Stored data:

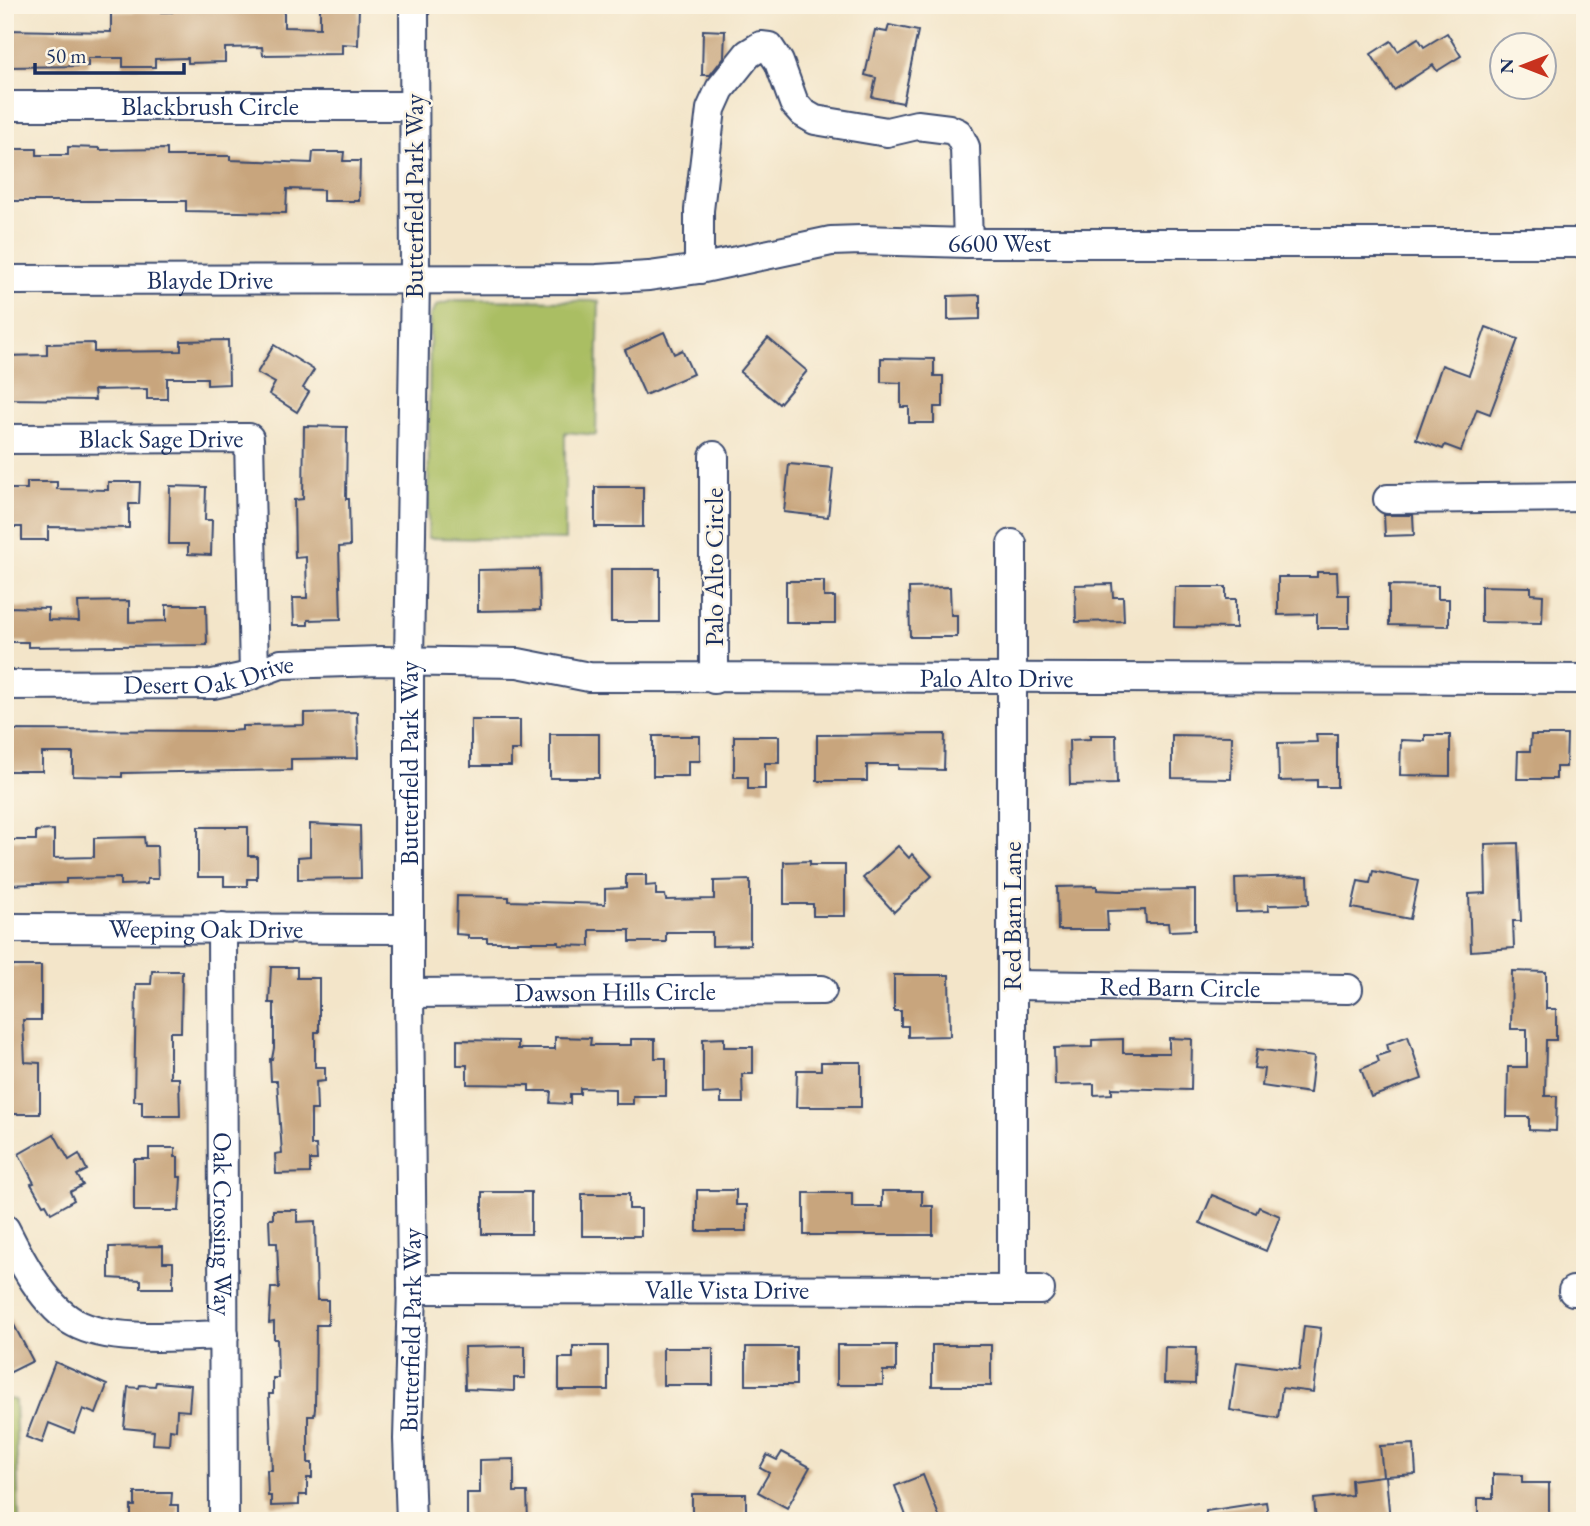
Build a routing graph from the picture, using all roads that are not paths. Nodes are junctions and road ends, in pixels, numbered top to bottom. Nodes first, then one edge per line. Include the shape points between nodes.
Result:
1 (414, 5) edge
2 (5, 106) edge
3 (414, 106) junction
4 (968, 243) junction
5 (1585, 243) edge
6 (699, 269) junction
7 (415, 278) junction
8 (5, 280) edge
9 (5, 439) edge
10 (714, 456) dead end
11 (1585, 497) edge
12 (1388, 499) dead end
13 (1012, 544) dead end
14 (409, 661) junction
15 (254, 674) junction
16 (714, 679) junction
17 (1012, 679) junction
18 (1585, 679) edge
19 (5, 685) edge
20 (5, 928) edge
21 (222, 928) junction
22 (409, 929) junction
23 (1012, 985) junction
24 (1348, 989) dead end
25 (822, 990) dead end
26 (409, 993) junction
27 (5, 1230) edge
28 (1012, 1288) junction
29 (412, 1289) junction
30 (1040, 1290) dead end
31 (224, 1335) junction
32 (224, 1521) edge
33 (411, 1521) edge

1 - 3 street, Butterfield Park Way
2 - 3 street, Blackbrush Circle
3 - 7 street, Butterfield Park Way
4 - 5 street, 6600 West
4 - 6 street, 6600 West via 831,242
4 - 6 street via 965,147 958,133 917,125 887,132 816,120 794,103 779,62 769,47 761,46 735,68 710,109 699,210
6 - 7 street, 6600 West via 597,279
7 - 8 street, Blayde Drive
7 - 14 street, Butterfield Park Way
9 - 15 street, Black Sage Drive via 249,438
10 - 16 street, Palo Alto Circle
11 - 12 street
13 - 17 street, Red Barn Lane
14 - 15 street, Desert Oak Drive via 281,664
14 - 16 street, Palo Alto Drive via 518,663 589,677
14 - 22 street, Butterfield Park Way
15 - 19 street, Desert Oak Drive via 213,684
16 - 17 street, Palo Alto Drive
17 - 18 street, Palo Alto Drive
17 - 23 street, Red Barn Lane
20 - 21 street, Weeping Oak Drive
21 - 22 street, Weeping Oak Drive
21 - 31 street, Oak Crossing Way
22 - 26 street, Butterfield Park Way
23 - 24 street, Red Barn Circle
23 - 28 street, Red Barn Lane
25 - 26 street, Dawson Hills Circle
26 - 29 street, Butterfield Park Way
27 - 31 street via 33,1279 75,1323 117,1335
28 - 29 street, Valle Vista Drive
28 - 30 street, Valle Vista Drive
29 - 33 street, Butterfield Park Way
31 - 32 street, Oak Crossing Way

TASK DESCRIPTION: Look through the entries above. Copy out every line holding the word "Valle".

RESPONSE AREA:
28 - 29 street, Valle Vista Drive
28 - 30 street, Valle Vista Drive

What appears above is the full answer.